▶ MATERIAL PROVIDED
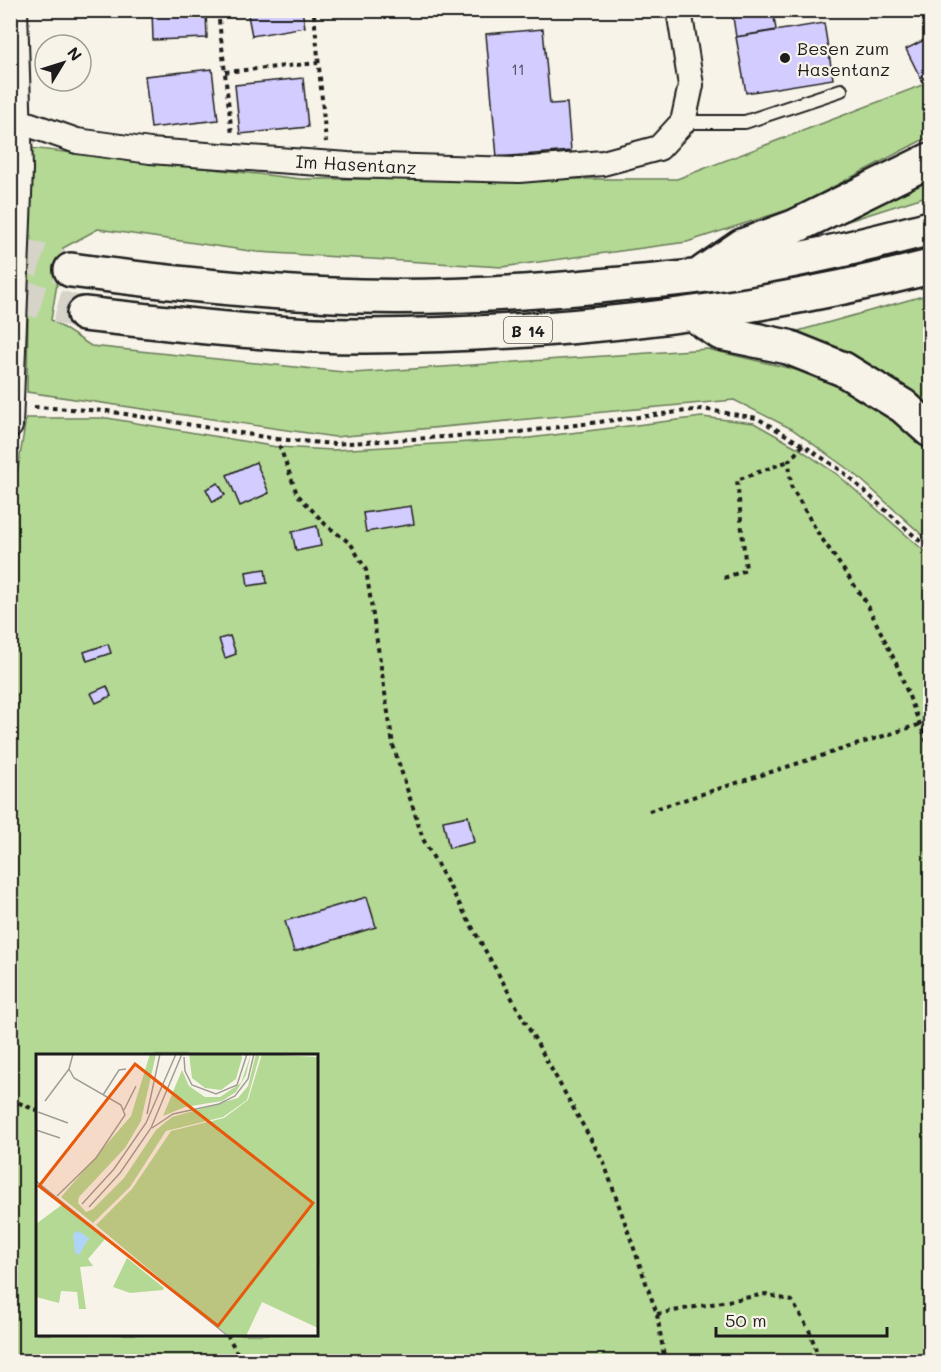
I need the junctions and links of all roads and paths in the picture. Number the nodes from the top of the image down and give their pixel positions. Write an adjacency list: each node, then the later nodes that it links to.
1 (15, 10): 8 (street)
2 (679, 10): 9 (street)
3 (314, 14): 5 (path)
4 (219, 20): 6 (path)
5 (318, 63): 6 (path); 12 (path)
6 (225, 72): 10 (path)
7 (841, 90): 9 (lane)
8 (19, 121): 10 (street, Im Hasentanz); 19 (street)
9 (683, 122): 12 (street, Im Hasentanz)
10 (235, 157): 12 (street, Im Hasentanz)
11 (930, 160): 16 (highway)
12 (328, 164)
13 (930, 228): 16 (highway, B 14)
14 (930, 267): 18 (highway, B 14)
15 (71, 270): 16 (highway, B 14)
16 (698, 276)
17 (84, 314): 18 (highway, B 14)
18 (693, 315): 20 (highway)
19 (11, 416): 21 (path)
20 (930, 430)
21 (276, 439): 22 (path); 31 (path)
22 (803, 445): 23 (path); 24 (path)
23 (789, 461): 25 (path); 26 (path)
24 (930, 550)
25 (723, 578)
26 (921, 724): 27 (path); 28 (path)
27 (930, 750)
28 (650, 811)
29 (10, 1099): 30 (path)
30 (36, 1110)
31 (657, 1314): 34 (path); 35 (path)
32 (228, 1336): 33 (path)
33 (242, 1362)
34 (665, 1362)
35 (820, 1362)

▶ TASK ITEM
What is needed is an exact copy of the data, with the pictures removed.

▶ ANSWER BELOW
I need the junctions and links of all roads and paths in the picture. Number the nodes from the top of the image down and give their pixel positions. Write an adjacency list: each node, then the later nodes that it links to.
1 (15, 10): 8 (street)
2 (679, 10): 9 (street)
3 (314, 14): 5 (path)
4 (219, 20): 6 (path)
5 (318, 63): 6 (path); 12 (path)
6 (225, 72): 10 (path)
7 (841, 90): 9 (lane)
8 (19, 121): 10 (street, Im Hasentanz); 19 (street)
9 (683, 122): 12 (street, Im Hasentanz)
10 (235, 157): 12 (street, Im Hasentanz)
11 (930, 160): 16 (highway)
12 (328, 164)
13 (930, 228): 16 (highway, B 14)
14 (930, 267): 18 (highway, B 14)
15 (71, 270): 16 (highway, B 14)
16 (698, 276)
17 (84, 314): 18 (highway, B 14)
18 (693, 315): 20 (highway)
19 (11, 416): 21 (path)
20 (930, 430)
21 (276, 439): 22 (path); 31 (path)
22 (803, 445): 23 (path); 24 (path)
23 (789, 461): 25 (path); 26 (path)
24 (930, 550)
25 (723, 578)
26 (921, 724): 27 (path); 28 (path)
27 (930, 750)
28 (650, 811)
29 (10, 1099): 30 (path)
30 (36, 1110)
31 (657, 1314): 34 (path); 35 (path)
32 (228, 1336): 33 (path)
33 (242, 1362)
34 (665, 1362)
35 (820, 1362)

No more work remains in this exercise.